Prompt:
Quote every line below exactly as it reads.

· · ·

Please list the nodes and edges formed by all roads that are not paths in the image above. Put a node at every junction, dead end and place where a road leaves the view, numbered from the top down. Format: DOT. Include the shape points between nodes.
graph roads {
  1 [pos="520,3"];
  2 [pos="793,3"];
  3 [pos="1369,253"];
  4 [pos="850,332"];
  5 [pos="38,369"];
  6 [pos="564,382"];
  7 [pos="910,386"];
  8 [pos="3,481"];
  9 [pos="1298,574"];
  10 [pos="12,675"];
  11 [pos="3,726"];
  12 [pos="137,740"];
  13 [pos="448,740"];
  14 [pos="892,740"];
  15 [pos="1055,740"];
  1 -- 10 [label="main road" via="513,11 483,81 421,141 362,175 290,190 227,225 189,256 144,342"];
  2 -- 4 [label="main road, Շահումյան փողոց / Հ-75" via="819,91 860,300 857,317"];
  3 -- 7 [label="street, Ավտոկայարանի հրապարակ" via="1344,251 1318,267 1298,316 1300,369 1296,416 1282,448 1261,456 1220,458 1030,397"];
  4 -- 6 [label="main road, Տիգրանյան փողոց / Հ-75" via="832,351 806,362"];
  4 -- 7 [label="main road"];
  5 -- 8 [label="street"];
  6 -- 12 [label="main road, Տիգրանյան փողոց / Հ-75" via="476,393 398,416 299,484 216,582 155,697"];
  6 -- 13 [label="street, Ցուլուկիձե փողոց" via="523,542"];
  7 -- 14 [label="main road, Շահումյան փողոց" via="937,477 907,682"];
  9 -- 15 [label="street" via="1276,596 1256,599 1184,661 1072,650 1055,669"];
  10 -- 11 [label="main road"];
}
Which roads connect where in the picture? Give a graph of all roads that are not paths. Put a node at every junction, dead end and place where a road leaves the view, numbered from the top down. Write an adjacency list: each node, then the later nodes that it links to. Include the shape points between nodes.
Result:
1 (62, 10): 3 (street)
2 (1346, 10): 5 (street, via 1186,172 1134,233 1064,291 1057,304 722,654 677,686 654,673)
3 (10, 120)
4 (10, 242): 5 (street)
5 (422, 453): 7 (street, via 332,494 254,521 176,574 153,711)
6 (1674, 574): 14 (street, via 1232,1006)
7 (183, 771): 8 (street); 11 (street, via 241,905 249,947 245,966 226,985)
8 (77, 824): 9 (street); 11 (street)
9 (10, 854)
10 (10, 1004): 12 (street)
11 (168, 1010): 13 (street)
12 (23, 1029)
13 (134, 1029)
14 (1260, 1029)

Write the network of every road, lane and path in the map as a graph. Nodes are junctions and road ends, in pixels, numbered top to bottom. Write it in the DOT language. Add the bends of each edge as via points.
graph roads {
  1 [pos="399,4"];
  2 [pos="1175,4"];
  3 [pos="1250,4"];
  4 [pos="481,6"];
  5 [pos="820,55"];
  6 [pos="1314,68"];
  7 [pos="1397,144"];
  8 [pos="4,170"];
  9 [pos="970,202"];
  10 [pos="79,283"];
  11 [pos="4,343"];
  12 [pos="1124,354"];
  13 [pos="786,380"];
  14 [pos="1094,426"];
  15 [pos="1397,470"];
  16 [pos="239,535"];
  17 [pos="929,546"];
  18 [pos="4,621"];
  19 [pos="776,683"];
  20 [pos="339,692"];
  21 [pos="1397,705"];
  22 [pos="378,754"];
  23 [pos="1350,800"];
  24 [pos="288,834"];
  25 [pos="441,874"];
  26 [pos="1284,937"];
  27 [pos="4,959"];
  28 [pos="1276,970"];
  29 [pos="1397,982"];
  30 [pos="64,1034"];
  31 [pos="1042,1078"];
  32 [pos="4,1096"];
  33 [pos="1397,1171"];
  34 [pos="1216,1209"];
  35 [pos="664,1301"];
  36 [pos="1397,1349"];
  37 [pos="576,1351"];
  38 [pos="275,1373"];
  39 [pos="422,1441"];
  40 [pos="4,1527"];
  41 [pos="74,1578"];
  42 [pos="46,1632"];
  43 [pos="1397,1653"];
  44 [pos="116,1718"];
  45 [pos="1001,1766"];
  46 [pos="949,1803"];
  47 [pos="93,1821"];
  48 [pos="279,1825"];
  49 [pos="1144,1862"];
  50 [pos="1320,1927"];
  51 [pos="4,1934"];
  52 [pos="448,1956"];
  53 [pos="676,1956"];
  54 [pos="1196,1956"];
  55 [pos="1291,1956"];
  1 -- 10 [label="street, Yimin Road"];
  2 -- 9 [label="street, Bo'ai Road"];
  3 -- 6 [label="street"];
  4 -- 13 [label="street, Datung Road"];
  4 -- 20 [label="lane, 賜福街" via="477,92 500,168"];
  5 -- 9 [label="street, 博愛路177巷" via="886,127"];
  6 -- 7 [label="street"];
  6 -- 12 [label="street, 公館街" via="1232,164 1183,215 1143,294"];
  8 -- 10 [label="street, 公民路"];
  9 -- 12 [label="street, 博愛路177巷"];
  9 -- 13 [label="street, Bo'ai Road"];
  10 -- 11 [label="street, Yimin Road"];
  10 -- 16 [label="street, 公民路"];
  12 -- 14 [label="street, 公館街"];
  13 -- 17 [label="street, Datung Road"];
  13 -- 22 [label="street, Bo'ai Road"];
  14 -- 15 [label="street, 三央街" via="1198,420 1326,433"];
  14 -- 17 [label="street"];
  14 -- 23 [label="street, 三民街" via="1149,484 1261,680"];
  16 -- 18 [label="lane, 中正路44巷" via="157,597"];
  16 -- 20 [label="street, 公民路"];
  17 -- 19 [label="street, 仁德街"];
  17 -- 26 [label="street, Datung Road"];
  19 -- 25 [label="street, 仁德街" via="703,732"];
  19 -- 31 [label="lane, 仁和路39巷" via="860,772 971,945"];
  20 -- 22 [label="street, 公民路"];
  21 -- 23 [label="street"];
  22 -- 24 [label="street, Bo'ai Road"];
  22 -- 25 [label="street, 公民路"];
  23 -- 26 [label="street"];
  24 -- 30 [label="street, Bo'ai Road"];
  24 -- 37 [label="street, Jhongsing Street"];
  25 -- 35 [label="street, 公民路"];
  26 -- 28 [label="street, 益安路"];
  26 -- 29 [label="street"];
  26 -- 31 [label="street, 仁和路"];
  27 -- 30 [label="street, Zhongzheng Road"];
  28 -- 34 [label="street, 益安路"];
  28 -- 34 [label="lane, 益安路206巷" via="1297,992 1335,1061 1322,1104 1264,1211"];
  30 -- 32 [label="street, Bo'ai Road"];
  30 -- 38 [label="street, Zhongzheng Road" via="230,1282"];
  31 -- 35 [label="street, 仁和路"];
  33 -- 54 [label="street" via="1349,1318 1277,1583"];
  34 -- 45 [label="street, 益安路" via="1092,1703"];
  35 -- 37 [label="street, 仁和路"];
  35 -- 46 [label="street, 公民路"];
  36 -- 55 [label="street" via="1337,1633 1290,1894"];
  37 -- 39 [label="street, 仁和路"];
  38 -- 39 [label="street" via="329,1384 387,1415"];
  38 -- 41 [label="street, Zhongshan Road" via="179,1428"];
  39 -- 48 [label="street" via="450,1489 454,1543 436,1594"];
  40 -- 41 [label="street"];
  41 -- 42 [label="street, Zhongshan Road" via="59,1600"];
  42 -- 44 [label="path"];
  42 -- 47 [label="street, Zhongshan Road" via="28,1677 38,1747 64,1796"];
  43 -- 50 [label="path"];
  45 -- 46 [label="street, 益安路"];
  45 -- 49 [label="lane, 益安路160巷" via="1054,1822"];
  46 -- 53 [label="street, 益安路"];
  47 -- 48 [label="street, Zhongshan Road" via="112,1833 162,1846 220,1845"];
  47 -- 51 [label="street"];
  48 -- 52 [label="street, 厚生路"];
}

· · ·

Solution to the exercise:
Please list the nodes and edges formed by all roads that are not paths in the image above. Put a node at every junction, dead end and place where a road leaves the view, numbered from the top down. Format: DOT. Include the shape points between nodes.
graph roads {
  1 [pos="520,3"];
  2 [pos="793,3"];
  3 [pos="1369,253"];
  4 [pos="850,332"];
  5 [pos="38,369"];
  6 [pos="564,382"];
  7 [pos="910,386"];
  8 [pos="3,481"];
  9 [pos="1298,574"];
  10 [pos="12,675"];
  11 [pos="3,726"];
  12 [pos="137,740"];
  13 [pos="448,740"];
  14 [pos="892,740"];
  15 [pos="1055,740"];
  1 -- 10 [label="main road" via="513,11 483,81 421,141 362,175 290,190 227,225 189,256 144,342"];
  2 -- 4 [label="main road, Շահումյան փողոց / Հ-75" via="819,91 860,300 857,317"];
  3 -- 7 [label="street, Ավտոկայարանի հրապարակ" via="1344,251 1318,267 1298,316 1300,369 1296,416 1282,448 1261,456 1220,458 1030,397"];
  4 -- 6 [label="main road, Տիգրանյան փողոց / Հ-75" via="832,351 806,362"];
  4 -- 7 [label="main road"];
  5 -- 8 [label="street"];
  6 -- 12 [label="main road, Տիգրանյան փողոց / Հ-75" via="476,393 398,416 299,484 216,582 155,697"];
  6 -- 13 [label="street, Ցուլուկիձե փողոց" via="523,542"];
  7 -- 14 [label="main road, Շահումյան փողոց" via="937,477 907,682"];
  9 -- 15 [label="street" via="1276,596 1256,599 1184,661 1072,650 1055,669"];
  10 -- 11 [label="main road"];
}
Which roads connect where in the picture? Give a graph of all roads that are not paths. Put a node at every junction, dead end and place where a road leaves the view, numbered from the top down. Write an adjacency list: each node, then the later nodes that it links to. Include the shape points between nodes.
Result:
1 (62, 10): 3 (street)
2 (1346, 10): 5 (street, via 1186,172 1134,233 1064,291 1057,304 722,654 677,686 654,673)
3 (10, 120)
4 (10, 242): 5 (street)
5 (422, 453): 7 (street, via 332,494 254,521 176,574 153,711)
6 (1674, 574): 14 (street, via 1232,1006)
7 (183, 771): 8 (street); 11 (street, via 241,905 249,947 245,966 226,985)
8 (77, 824): 9 (street); 11 (street)
9 (10, 854)
10 (10, 1004): 12 (street)
11 (168, 1010): 13 (street)
12 (23, 1029)
13 (134, 1029)
14 (1260, 1029)

Write the network of every road, lane and path in the map as a graph. Nodes are junctions and road ends, in pixels, numbered top to bottom. Write it in the DOT language. Add the bends of each edge as via points.
graph roads {
  1 [pos="399,4"];
  2 [pos="1175,4"];
  3 [pos="1250,4"];
  4 [pos="481,6"];
  5 [pos="820,55"];
  6 [pos="1314,68"];
  7 [pos="1397,144"];
  8 [pos="4,170"];
  9 [pos="970,202"];
  10 [pos="79,283"];
  11 [pos="4,343"];
  12 [pos="1124,354"];
  13 [pos="786,380"];
  14 [pos="1094,426"];
  15 [pos="1397,470"];
  16 [pos="239,535"];
  17 [pos="929,546"];
  18 [pos="4,621"];
  19 [pos="776,683"];
  20 [pos="339,692"];
  21 [pos="1397,705"];
  22 [pos="378,754"];
  23 [pos="1350,800"];
  24 [pos="288,834"];
  25 [pos="441,874"];
  26 [pos="1284,937"];
  27 [pos="4,959"];
  28 [pos="1276,970"];
  29 [pos="1397,982"];
  30 [pos="64,1034"];
  31 [pos="1042,1078"];
  32 [pos="4,1096"];
  33 [pos="1397,1171"];
  34 [pos="1216,1209"];
  35 [pos="664,1301"];
  36 [pos="1397,1349"];
  37 [pos="576,1351"];
  38 [pos="275,1373"];
  39 [pos="422,1441"];
  40 [pos="4,1527"];
  41 [pos="74,1578"];
  42 [pos="46,1632"];
  43 [pos="1397,1653"];
  44 [pos="116,1718"];
  45 [pos="1001,1766"];
  46 [pos="949,1803"];
  47 [pos="93,1821"];
  48 [pos="279,1825"];
  49 [pos="1144,1862"];
  50 [pos="1320,1927"];
  51 [pos="4,1934"];
  52 [pos="448,1956"];
  53 [pos="676,1956"];
  54 [pos="1196,1956"];
  55 [pos="1291,1956"];
  1 -- 10 [label="street, Yimin Road"];
  2 -- 9 [label="street, Bo'ai Road"];
  3 -- 6 [label="street"];
  4 -- 13 [label="street, Datung Road"];
  4 -- 20 [label="lane, 賜福街" via="477,92 500,168"];
  5 -- 9 [label="street, 博愛路177巷" via="886,127"];
  6 -- 7 [label="street"];
  6 -- 12 [label="street, 公館街" via="1232,164 1183,215 1143,294"];
  8 -- 10 [label="street, 公民路"];
  9 -- 12 [label="street, 博愛路177巷"];
  9 -- 13 [label="street, Bo'ai Road"];
  10 -- 11 [label="street, Yimin Road"];
  10 -- 16 [label="street, 公民路"];
  12 -- 14 [label="street, 公館街"];
  13 -- 17 [label="street, Datung Road"];
  13 -- 22 [label="street, Bo'ai Road"];
  14 -- 15 [label="street, 三央街" via="1198,420 1326,433"];
  14 -- 17 [label="street"];
  14 -- 23 [label="street, 三民街" via="1149,484 1261,680"];
  16 -- 18 [label="lane, 中正路44巷" via="157,597"];
  16 -- 20 [label="street, 公民路"];
  17 -- 19 [label="street, 仁德街"];
  17 -- 26 [label="street, Datung Road"];
  19 -- 25 [label="street, 仁德街" via="703,732"];
  19 -- 31 [label="lane, 仁和路39巷" via="860,772 971,945"];
  20 -- 22 [label="street, 公民路"];
  21 -- 23 [label="street"];
  22 -- 24 [label="street, Bo'ai Road"];
  22 -- 25 [label="street, 公民路"];
  23 -- 26 [label="street"];
  24 -- 30 [label="street, Bo'ai Road"];
  24 -- 37 [label="street, Jhongsing Street"];
  25 -- 35 [label="street, 公民路"];
  26 -- 28 [label="street, 益安路"];
  26 -- 29 [label="street"];
  26 -- 31 [label="street, 仁和路"];
  27 -- 30 [label="street, Zhongzheng Road"];
  28 -- 34 [label="street, 益安路"];
  28 -- 34 [label="lane, 益安路206巷" via="1297,992 1335,1061 1322,1104 1264,1211"];
  30 -- 32 [label="street, Bo'ai Road"];
  30 -- 38 [label="street, Zhongzheng Road" via="230,1282"];
  31 -- 35 [label="street, 仁和路"];
  33 -- 54 [label="street" via="1349,1318 1277,1583"];
  34 -- 45 [label="street, 益安路" via="1092,1703"];
  35 -- 37 [label="street, 仁和路"];
  35 -- 46 [label="street, 公民路"];
  36 -- 55 [label="street" via="1337,1633 1290,1894"];
  37 -- 39 [label="street, 仁和路"];
  38 -- 39 [label="street" via="329,1384 387,1415"];
  38 -- 41 [label="street, Zhongshan Road" via="179,1428"];
  39 -- 48 [label="street" via="450,1489 454,1543 436,1594"];
  40 -- 41 [label="street"];
  41 -- 42 [label="street, Zhongshan Road" via="59,1600"];
  42 -- 44 [label="path"];
  42 -- 47 [label="street, Zhongshan Road" via="28,1677 38,1747 64,1796"];
  43 -- 50 [label="path"];
  45 -- 46 [label="street, 益安路"];
  45 -- 49 [label="lane, 益安路160巷" via="1054,1822"];
  46 -- 53 [label="street, 益安路"];
  47 -- 48 [label="street, Zhongshan Road" via="112,1833 162,1846 220,1845"];
  47 -- 51 [label="street"];
  48 -- 52 [label="street, 厚生路"];
}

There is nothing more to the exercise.